Agora, estava sem chão. Sem apoio.
Tudo o que me restava era uma fagulha: a esperança de encontrar o tio Adam.
E a vontade, pequena mas firme, de entrar para a Fundação Addy Miller. Era o meu plano. Meu sonho. Meu plano de fuga, talvez.
A única coisa que me fazia levantar da cama.
Mas, mesmo agarrada a isso, novos problemas surgiam como sombras.
E o pior deles era esse: eu não sabia onde meu tio estava.
Ele sumira.
Talvez de propósito, talvez não. Talvez fugindo dos mesmos fantasmas que agora rondavam minha vida.
E ninguém da família me diria. Eu sabia.
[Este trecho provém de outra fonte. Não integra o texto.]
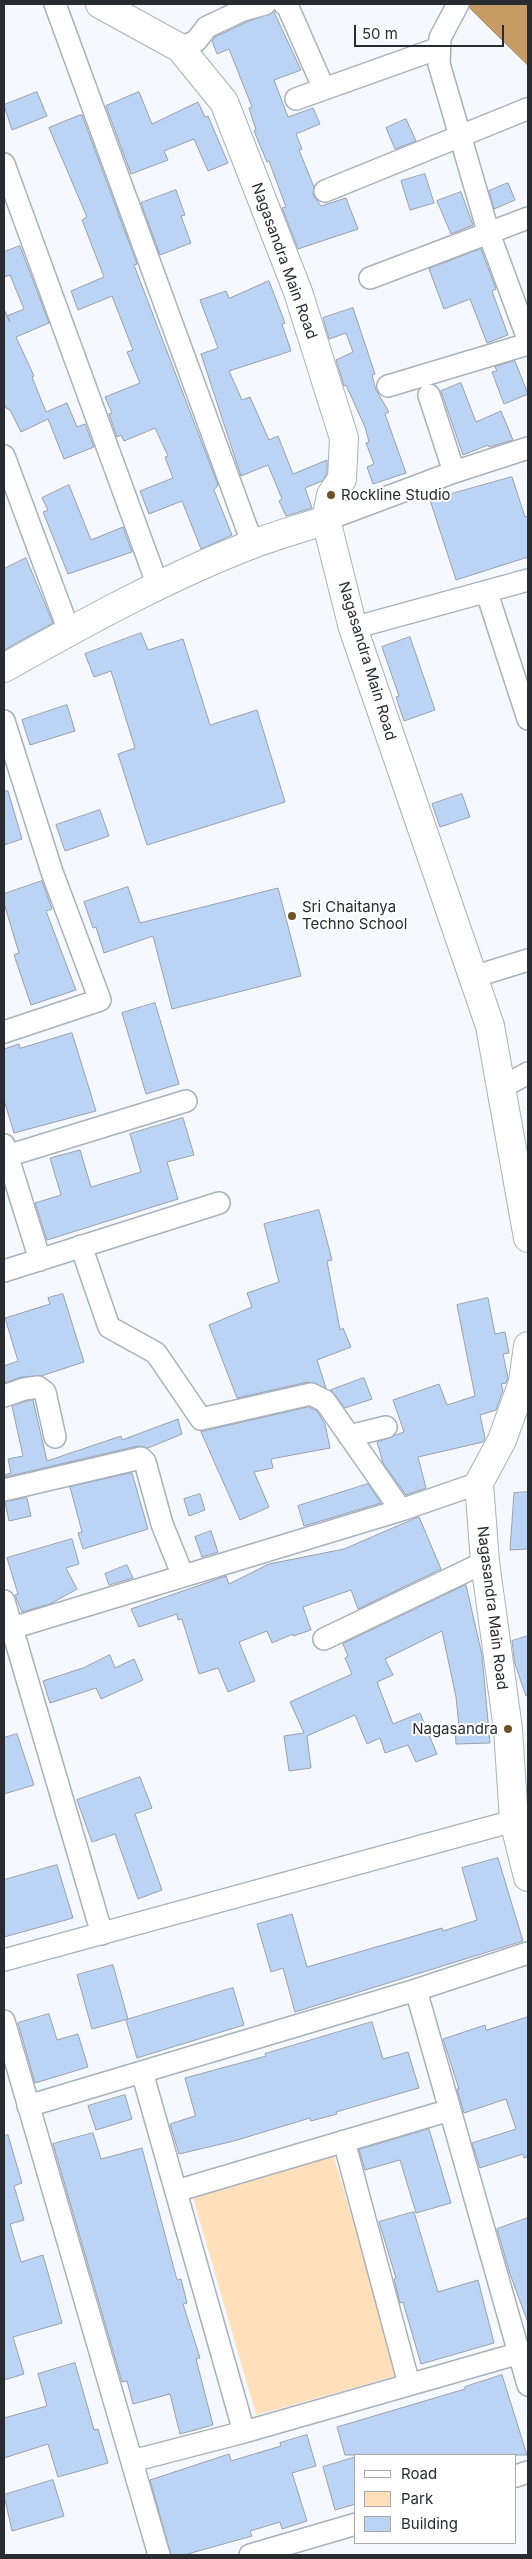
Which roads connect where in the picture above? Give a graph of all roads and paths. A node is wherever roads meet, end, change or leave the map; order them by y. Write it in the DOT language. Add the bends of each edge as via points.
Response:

Não porque tinham dito, mas porque vi nos rostos deles. Na forma como desviavam o olhar quando o nome dele era mencionado.
O silêncio dizia tudo.
A última vez que falei com ele foi pelo celular da minha mãe.
Foi rápido, um áudio. Ele disse que estava cuidando de algo, que voltaria, que não se esquecia de mim.
Mas o aparelho se perdeu no acidente.
E com ele, qualquer rastro.
Deitei de lado, abraçando o travesseiro com força.
Fechei os olhos e tentei lembrar da voz dele.
Era quente, meio rouca, como se ele tivesse passado a vida inteira tentando falar baixo para não chamar atenção — mas ainda assim, chamava.
Ele dizia meu nome como se eu fosse importante.
E isso, naquele momento, era tudo o que eu tinha.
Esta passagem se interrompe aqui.